Mitspieler und Funktionäre klopften ihm auf die Schultern, Journalisten umringten ihn.

Michael Liendl genoss die Geschehnisse im Kabinengang nach dem 2:1-Sieg gegen den SK Sturm sichtlich.

Kein Wunder, denn an einem Überschuss an Aufmerksamkeit litt der Steirer zuletzt keineswegs. Vielmehr ist es in dieser Saison still um ihn geworden, ein Stammplatz im violetten Ensemble scheint weit entfernt.

"Glücksengerl auf der Schulter"

Doch das war am Samstag-Abend zumindest kurzfristig egal. In der 78. Minute kam der Mittelfeldspieler für Florian Mader ins Spiel. Zwei Minuten später versenkte der 25-Jährige das Leder mit seinem ersten Ballkontakt zum Ausgleich im gegnerischen Tor.

„Dass ich den Ball so treffe, war natürlich perfekt. Oft sitzt das Glücksengerl auf der Schulter, das war diesmal bei mir so“, strahlte Liendl nach seinem Weitschusstor.

Und seine Mitspieler vergönnten es ihm von Herzen. „Das freut mich extrem. Er ist einer meiner sehr guten Freunde und macht momentan eine schwere Zeit durch“, sagte Zlatko Junuzovic.

Wenige Einsätze

Auch Trainer Karl Daxbacher meinte:“ Es freut mich speziell für Michi, denn er muss oft auf der Bank oder sogar auf der Tribüne sitzen.“

Tatsächlich stand der Linksfuß in der laufenden Saison bei Pflichtspielen erst sechs Mal in der Startelf, fünf Mal kam er überhaupt nicht zum Einsatz. Zum Vergleich: 2010/11 lief er noch 31 Mal von Beginn an auf.

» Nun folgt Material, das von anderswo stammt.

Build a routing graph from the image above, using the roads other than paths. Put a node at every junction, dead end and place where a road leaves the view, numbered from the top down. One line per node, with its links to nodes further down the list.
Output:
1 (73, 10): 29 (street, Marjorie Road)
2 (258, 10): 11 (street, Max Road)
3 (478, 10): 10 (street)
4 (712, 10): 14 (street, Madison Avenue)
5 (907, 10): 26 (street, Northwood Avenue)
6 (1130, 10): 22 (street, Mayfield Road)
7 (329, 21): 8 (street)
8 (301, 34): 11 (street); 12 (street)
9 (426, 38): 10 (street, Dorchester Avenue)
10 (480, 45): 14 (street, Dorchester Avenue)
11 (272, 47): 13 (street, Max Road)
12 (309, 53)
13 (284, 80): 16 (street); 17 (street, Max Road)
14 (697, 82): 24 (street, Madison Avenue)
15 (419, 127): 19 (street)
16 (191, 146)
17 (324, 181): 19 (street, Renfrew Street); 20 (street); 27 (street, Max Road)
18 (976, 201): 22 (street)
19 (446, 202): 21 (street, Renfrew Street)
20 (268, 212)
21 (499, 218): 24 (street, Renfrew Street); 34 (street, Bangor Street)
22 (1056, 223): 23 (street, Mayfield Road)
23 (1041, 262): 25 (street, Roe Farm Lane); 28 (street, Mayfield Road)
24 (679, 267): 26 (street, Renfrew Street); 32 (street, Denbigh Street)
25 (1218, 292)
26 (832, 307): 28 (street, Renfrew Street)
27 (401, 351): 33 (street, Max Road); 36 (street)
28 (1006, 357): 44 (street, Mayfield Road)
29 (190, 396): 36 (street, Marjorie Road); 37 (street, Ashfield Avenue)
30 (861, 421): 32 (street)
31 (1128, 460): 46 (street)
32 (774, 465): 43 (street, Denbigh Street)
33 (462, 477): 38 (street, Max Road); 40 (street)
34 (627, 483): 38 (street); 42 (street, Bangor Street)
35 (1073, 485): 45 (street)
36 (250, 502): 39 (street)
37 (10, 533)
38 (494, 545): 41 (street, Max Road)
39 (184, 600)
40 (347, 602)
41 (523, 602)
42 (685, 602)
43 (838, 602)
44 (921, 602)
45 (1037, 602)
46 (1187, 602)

Vorwerfen kann sich Liendl aber nichts: „Ich probiere, im Training alles zu geben und versuche immer das Beste, ob ich von Anfang an spiele oder nur zehn Minuten. Der Trainer muss entscheiden, ob es reicht oder nicht.“

"Ihm fehlt grundsätzlich die Dynamik"

Für den FAK-Coach reicht es oft nicht. Und er kann es auch begründen: „Ihm fehlt grundsätzlich die Dynamik im Spiel. Und die wird im modernen Fußball immer wichtiger. Fußballerisch ist er einer unserer besten, aber es ist schwierig, in einem offensiv orientierten System wenig dynamische Spieler zu haben – das ist sein Problem.“

Im aktuell praktizierten System scheint kein Platz: „Wir haben die Außen mit Junuzovic und Barazite – relativ schnelle Spieler – besetzt. Diese Position hat er des öfteren gespielt. Da haben wir aber einfach stärkere Spieler. Im zentralen Mittelfeld ist Defensivarbeit gefragt – das ist sein Problem und seine Schwierigkeit.“

Das klingt nicht danach, als ob sich der ehemalige Nachwuchs-Internationale schon bald wieder einen Platz in der ersten Elf sichern könnte. „Wir haben einen sehr guten Kader, sind auf jeder Position doppelt besetzt. Ich weiß, dass es nicht einfach ist. Andere trainieren und spielen auch gut“, weiß der Kicker.

Die Joker-Rolle

Doch es ist nicht so, dass Daxbacher für ihn gar keine Verwendung mehr hätte. „In Spielen, in denen der Gegner tief steht, wir eine Idee, einen Schuss oder einen Freistoß brauchen, kann er sehr wertvoll sein“, so der Niederösterreicher.

Ob das den Ansprüchen des Austria-Profis reicht? Vermutlich nicht. „Mein Anspruch ist es, jede Partie zu spielen. Oder zumindest auf meine Einsätze zu kommen“, sagt er.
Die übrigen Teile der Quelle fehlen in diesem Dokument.